Documentation
¶
Overview ¶
Proximity is a high performance geospatial search engine written in Go / Golang which identifies records near to a search location, and can perform some simple boolean "OR" logic to filter records. It is optimised for speed over accuracy, and is more suitable for certain applications than others. For instance, it wouldn't be recommended for a geographic asset identifier, but could work well for a consumer facing search of e.g. coffee shops.
It is memory based, and frighteningly fast. On an i7, 16G RAM machine, with a million test records, each test search on the backend takes about 35 microseconds on average (~30,000 per second). Given that the API server makes use of multiple CPUs and threads, the total throughput is more likely to be limited by bandwidth than CPU.
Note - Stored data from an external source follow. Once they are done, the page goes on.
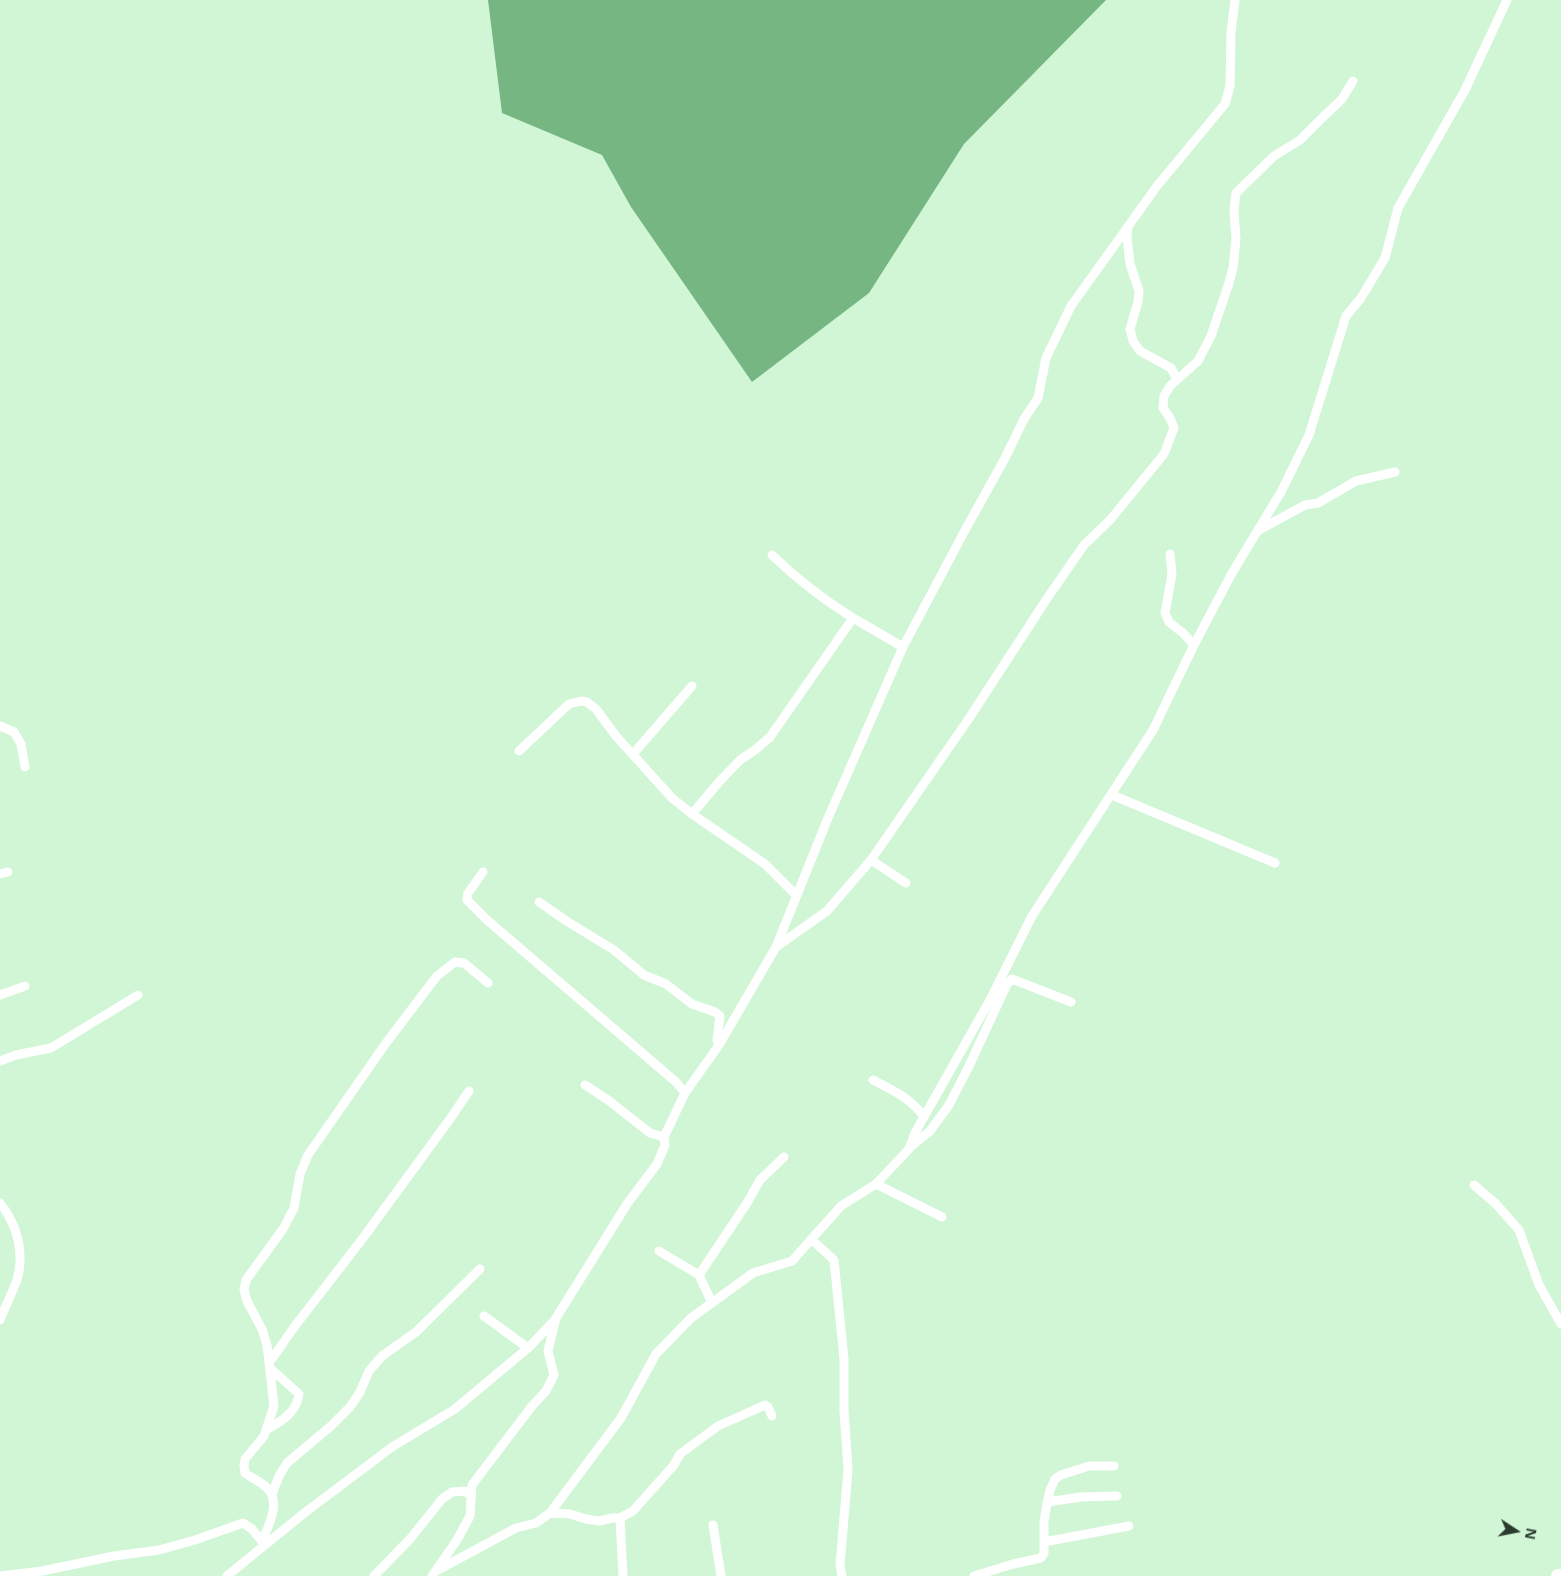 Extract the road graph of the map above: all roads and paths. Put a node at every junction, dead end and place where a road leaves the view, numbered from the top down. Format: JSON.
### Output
{"nodes":[{"id":1,"x":1235,"y":0,"type":"edge"},
{"id":2,"x":1507,"y":0,"type":"edge"},
{"id":3,"x":1353,"y":81,"type":"dead end"},
{"id":4,"x":1128,"y":226,"type":"junction"},
{"id":5,"x":1177,"y":379,"type":"junction"},
{"id":6,"x":1395,"y":472,"type":"dead end"},
{"id":7,"x":1258,"y":530,"type":"junction"},
{"id":8,"x":1170,"y":554,"type":"dead end"},
{"id":9,"x":772,"y":555,"type":"dead end"},
{"id":10,"x":853,"y":618,"type":"junction"},
{"id":11,"x":1194,"y":645,"type":"junction"},
{"id":12,"x":903,"y":648,"type":"junction"},
{"id":13,"x":692,"y":686,"type":"dead end"},
{"id":14,"x":0,"y":726,"type":"edge"},
{"id":15,"x":520,"y":751,"type":"dead end"},
{"id":16,"x":633,"y":754,"type":"junction"},
{"id":17,"x":25,"y":767,"type":"dead end"},
{"id":18,"x":1112,"y":795,"type":"junction"},
{"id":19,"x":692,"y":814,"type":"junction"},
{"id":20,"x":871,"y":860,"type":"junction"},
{"id":21,"x":1275,"y":863,"type":"dead end"},
{"id":22,"x":483,"y":872,"type":"dead end"},
{"id":23,"x":906,"y":883,"type":"dead end"},
{"id":24,"x":796,"y":896,"type":"junction"},
{"id":25,"x":539,"y":902,"type":"dead end"},
{"id":26,"x":776,"y":947,"type":"junction"},
{"id":27,"x":488,"y":983,"type":"dead end"},
{"id":28,"x":25,"y":986,"type":"dead end"},
{"id":29,"x":0,"y":995,"type":"edge"},
{"id":30,"x":138,"y":995,"type":"dead end"},
{"id":31,"x":990,"y":1000,"type":"junction"},
{"id":32,"x":1071,"y":1002,"type":"dead end"},
{"id":33,"x":990,"y":1019,"type":"junction"},
{"id":34,"x":719,"y":1045,"type":"junction"},
{"id":35,"x":0,"y":1061,"type":"edge"},
{"id":36,"x":873,"y":1080,"type":"dead end"},
{"id":37,"x":585,"y":1085,"type":"dead end"},
{"id":38,"x":469,"y":1091,"type":"dead end"},
{"id":39,"x":685,"y":1093,"type":"junction"},
{"id":40,"x":924,"y":1117,"type":"junction"},
{"id":41,"x":664,"y":1137,"type":"junction"},
{"id":42,"x":909,"y":1148,"type":"junction"},
{"id":43,"x":784,"y":1156,"type":"dead end"},
{"id":44,"x":876,"y":1184,"type":"junction"},
{"id":45,"x":1474,"y":1185,"type":"dead end"},
{"id":46,"x":0,"y":1203,"type":"edge"},
{"id":47,"x":942,"y":1216,"type":"dead end"},
{"id":48,"x":812,"y":1240,"type":"junction"},
{"id":49,"x":660,"y":1252,"type":"dead end"},
{"id":50,"x":480,"y":1269,"type":"dead end"},
{"id":51,"x":699,"y":1275,"type":"junction"},
{"id":52,"x":712,"y":1304,"type":"junction"},
{"id":53,"x":484,"y":1316,"type":"dead end"},
{"id":54,"x":556,"y":1318,"type":"junction"},
{"id":55,"x":0,"y":1320,"type":"edge"},
{"id":56,"x":1561,"y":1324,"type":"edge"},
{"id":57,"x":528,"y":1348,"type":"junction"},
{"id":58,"x":270,"y":1366,"type":"junction"},
{"id":59,"x":772,"y":1416,"type":"dead end"},
{"id":60,"x":266,"y":1430,"type":"junction"},
{"id":61,"x":1114,"y":1466,"type":"dead end"},
{"id":62,"x":272,"y":1494,"type":"junction"},
{"id":63,"x":471,"y":1495,"type":"junction"},
{"id":64,"x":1117,"y":1496,"type":"dead end"},
{"id":65,"x":1047,"y":1502,"type":"junction"},
{"id":66,"x":550,"y":1513,"type":"junction"},
{"id":67,"x":620,"y":1518,"type":"junction"},
{"id":68,"x":713,"y":1525,"type":"dead end"},
{"id":69,"x":1129,"y":1526,"type":"dead end"},
{"id":70,"x":1044,"y":1542,"type":"junction"},
{"id":71,"x":263,"y":1543,"type":"junction"},
{"id":72,"x":434,"y":1574,"type":"edge"},
{"id":73,"x":0,"y":1576,"type":"edge"},
{"id":74,"x":226,"y":1576,"type":"edge"},
{"id":75,"x":374,"y":1576,"type":"edge"},
{"id":76,"x":623,"y":1576,"type":"edge"},
{"id":77,"x":721,"y":1576,"type":"edge"},
{"id":78,"x":842,"y":1576,"type":"edge"},
{"id":79,"x":974,"y":1576,"type":"edge"}],
"edges":[{"from":1,"to":4,"type":"street"},
{"from":2,"to":7,"type":"street"},
{"from":3,"to":5,"type":"street"},
{"from":4,"to":5,"type":"street"},
{"from":4,"to":12,"type":"street"},
{"from":5,"to":20,"type":"street"},
{"from":6,"to":7,"type":"street"},
{"from":7,"to":11,"type":"street"},
{"from":8,"to":11,"type":"street"},
{"from":9,"to":10,"type":"street"},
{"from":10,"to":12,"type":"street"},
{"from":10,"to":19,"type":"street"},
{"from":11,"to":18,"type":"street"},
{"from":12,"to":24,"type":"street"},
{"from":13,"to":16,"type":"street"},
{"from":14,"to":17,"type":"street"},
{"from":15,"to":16,"type":"street"},
{"from":16,"to":19,"type":"street"},
{"from":18,"to":21,"type":"street"},
{"from":18,"to":31,"type":"street"},
{"from":19,"to":24,"type":"street"},
{"from":20,"to":23,"type":"street"},
{"from":20,"to":26,"type":"street"},
{"from":22,"to":39,"type":"street"},
{"from":24,"to":26,"type":"street"},
{"from":25,"to":34,"type":"street"},
{"from":26,"to":34,"type":"street"},
{"from":27,"to":58,"type":"street"},
{"from":28,"to":29,"type":"street"},
{"from":30,"to":35,"type":"street"},
{"from":31,"to":33,"type":"street"},
{"from":31,"to":40,"type":"street"},
{"from":32,"to":33,"type":"street"},
{"from":33,"to":42,"type":"street"},
{"from":34,"to":39,"type":"street"},
{"from":36,"to":40,"type":"street"},
{"from":37,"to":41,"type":"street"},
{"from":38,"to":58,"type":"street"},
{"from":39,"to":41,"type":"street"},
{"from":40,"to":42,"type":"street"},
{"from":41,"to":54,"type":"street"},
{"from":42,"to":44,"type":"street"},
{"from":43,"to":51,"type":"street"},
{"from":44,"to":47,"type":"street"},
{"from":44,"to":48,"type":"street"},
{"from":45,"to":56,"type":"street"},
{"from":46,"to":55,"type":"street"},
{"from":48,"to":52,"type":"street"},
{"from":48,"to":78,"type":"street"},
{"from":49,"to":51,"type":"street"},
{"from":50,"to":62,"type":"street"},
{"from":51,"to":52,"type":"street"},
{"from":52,"to":66,"type":"street"},
{"from":53,"to":57,"type":"street"},
{"from":54,"to":57,"type":"street"},
{"from":54,"to":63,"type":"street"},
{"from":57,"to":71,"type":"street"},
{"from":58,"to":60,"type":"street"},
{"from":58,"to":60,"type":"street"},
{"from":59,"to":67,"type":"street"},
{"from":60,"to":62,"type":"street"},
{"from":61,"to":65,"type":"street"},
{"from":62,"to":71,"type":"street"},
{"from":63,"to":72,"type":"street"},
{"from":63,"to":75,"type":"street"},
{"from":64,"to":65,"type":"street"},
{"from":65,"to":70,"type":"street"},
{"from":66,"to":67,"type":"street"},
{"from":66,"to":72,"type":"street"},
{"from":67,"to":76,"type":"street"},
{"from":68,"to":77,"type":"street"},
{"from":69,"to":70,"type":"street"},
{"from":70,"to":79,"type":"street"},
{"from":71,"to":73,"type":"street"},
{"from":71,"to":74,"type":"street"}]} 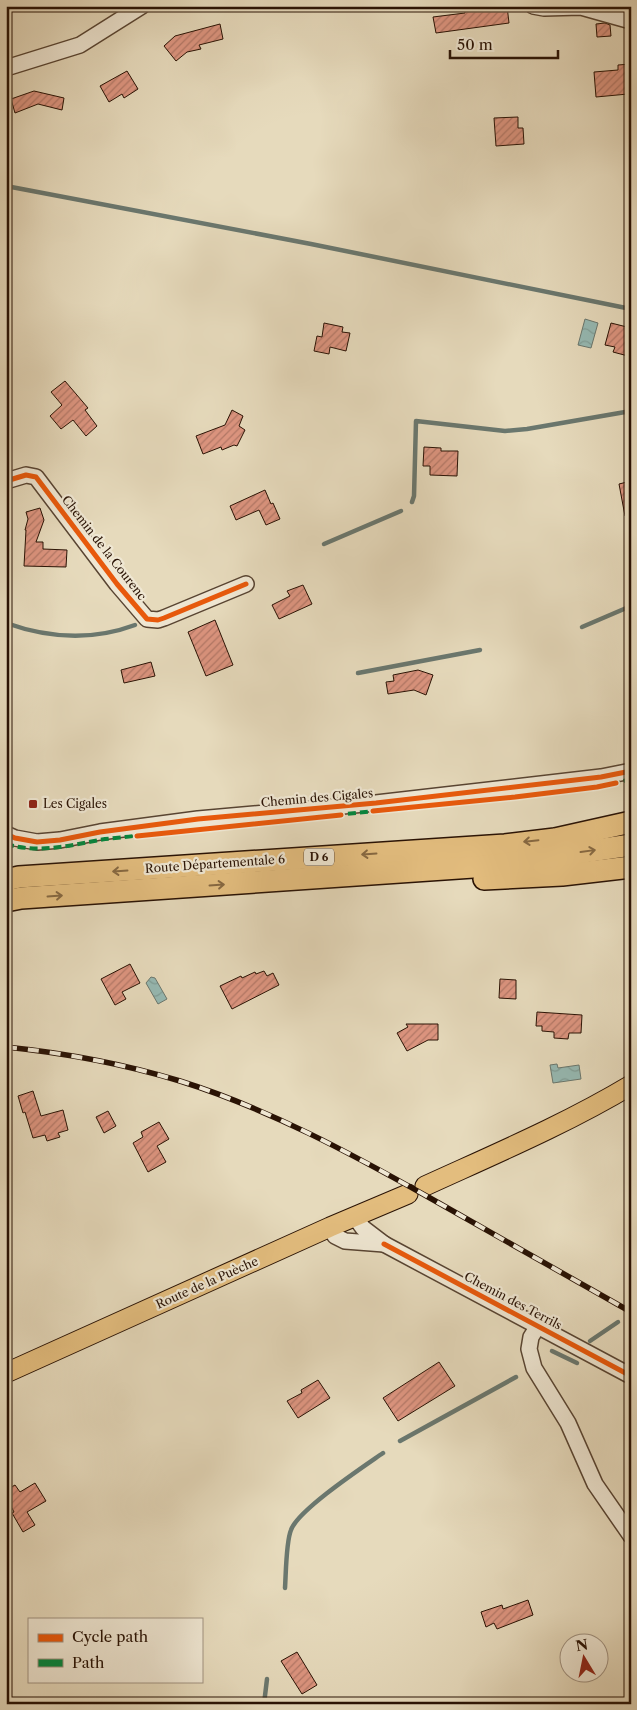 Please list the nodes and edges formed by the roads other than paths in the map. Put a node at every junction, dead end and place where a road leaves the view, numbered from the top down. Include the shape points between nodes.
1 (142, 6) edge
2 (533, 6) edge
3 (631, 21) edge
4 (6, 68) edge
5 (6, 481) edge
6 (246, 584) dead end
7 (631, 771) edge
8 (631, 816) edge
9 (631, 822) edge
10 (6, 834) edge
11 (555, 839) junction
12 (631, 845) edge
13 (631, 867) edge
14 (316, 878) junction
15 (6, 880) edge
16 (6, 901) edge
17 (631, 1084) edge
18 (426, 1186) dead end
19 (408, 1194) dead end
20 (355, 1217) junction
21 (330, 1227) junction
22 (384, 1244) junction
23 (538, 1326) junction
24 (6, 1373) edge
25 (631, 1376) edge
26 (631, 1536) edge

1 - 4 street via 80,45
2 - 3 street via 581,7
5 - 6 street, Chemin de la Courenc via 21,475 36,477 116,584 147,619 164,618
7 - 10 street, Chemin des Cigales via 376,803 198,819 60,840 37,842
8 - 11 highway
9 - 11 highway, Route Départementale 6 / D 6
11 -> 15 highway, Route Départementale 6 / D 6
14 -> 12 highway, Route Départementale 6 / D 6 via 488,866
13 - 14 highway via 562,875 463,880
16 -> 14 highway, Route Départementale 6 / D 6
17 - 18 main road via 547,1129
19 - 20 main road, Route de la Puèche
20 - 21 main road, Route de la Puèche
20 - 22 street, Chemin des Terrils via 363,1228
21 - 22 street, Chemin des Terrils via 335,1236 344,1241
21 - 24 main road, Route de la Puèche
22 - 23 street, Chemin des Terrils
23 - 25 street, Chemin des Terrils
23 - 26 street via 529,1349 534,1368 568,1423 595,1484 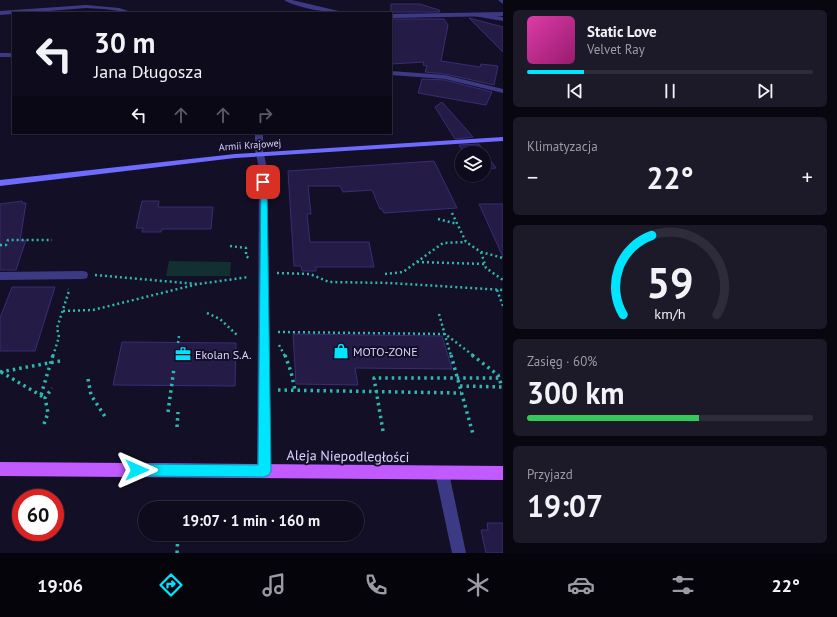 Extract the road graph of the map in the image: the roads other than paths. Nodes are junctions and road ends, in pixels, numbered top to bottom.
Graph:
1 (287, 0) edge
2 (12, 12) edge
3 (14, 12) edge
4 (129, 12) edge
5 (339, 12) edge
6 (0, 13) edge
7 (503, 14) edge
8 (476, 15) junction
9 (392, 16) edge
10 (503, 19) edge
11 (0, 55) edge
12 (12, 55) edge
13 (392, 73) edge
14 (503, 91) edge
15 (259, 134) edge
16 (503, 139) edge
17 (260, 154) junction
18 (0, 183) edge
19 (82, 275) road end
20 (0, 276) edge
21 (0, 469) edge
22 (264, 471) junction
23 (442, 473) junction
24 (503, 474) edge
25 (459, 553) edge

1 - 5 street
2 - 6 street
3 - 4 street
7 - 8 street
8 - 9 street
8 - 10 street
11 - 12 street
13 - 14 street
15 - 17 street
16 - 17 street, Armii Krajowej
17 - 18 street, Armii Krajowej
17 - 22 street
19 - 20 street
21 - 22 main road, Aleja Niepodległości
22 - 23 main road, Aleja Niepodległości
23 - 24 main road, Aleja Niepodległości
23 - 25 street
The reason for its high performance, scalability, and sometimes indifferent accuracy is because it uses a "fractal space filling curve" or "Peano" curve, named after the 19th century Italian mathematician Giuseppe Peano. While an accurate, but much slower, proximity search will query the two dimensions of latitude and longitude for records, a fractal space filling curve is a one dimensional curve which snakes around two dimensional space, spiralling in and out, until it fills up the space to some predetermined resolution. Each 2D latitude and logitude location is first converted into a one dimensional "Peano code" integer representing the distance along the curve. Querying a one dimensional integer index to obtain an approximation of proximity is much quicker than e.g. querying the differences between 2D locations of a search and a collection of records.
Our Proximity engine improves on some of the inaccuracy of a single Peano curve by:
(1) Using two curves, offset from each other to help minimise some of the issues encountered with a single curve when large "jumps" in the curves occur.
(2) Using a traditional 2D proximity approach once a small subset of candidate search records have been obtained using the Peano curves.
The engine works by importing a CSV file of geospatial data into memory and then setting up an HTTP API service to answer queries such as:
http://localhost:8080/?lat=51.123456&lon=-1.0&bitmask=0
Which will return a set of JSON results like: [
{
"id": "ID2",
"title": "Second title",
"description": "Second description",
"url": "https://sometesturl.com/2",
"bitmap": 2,
"lat": 51.123456,
"lon": -1.123456,
"distance": 13.72768992,
"units": "km"
},
{
"id": "ID3",
"title": "Third title",
"description": "Third description",
"url": "https://sometesturl.com/3",
"bitmap": 3,
"lat": 52.123456,
"lon": -1.123456,
"distance": 112.03917839550444,
"units": "km"
},
...
]
BTW Don't be fooled by the distance field's number of decimal places. It's probably no more accurate than one or maybe two decimal places, and is "as the drone or crow flies" instead of distance by windy road.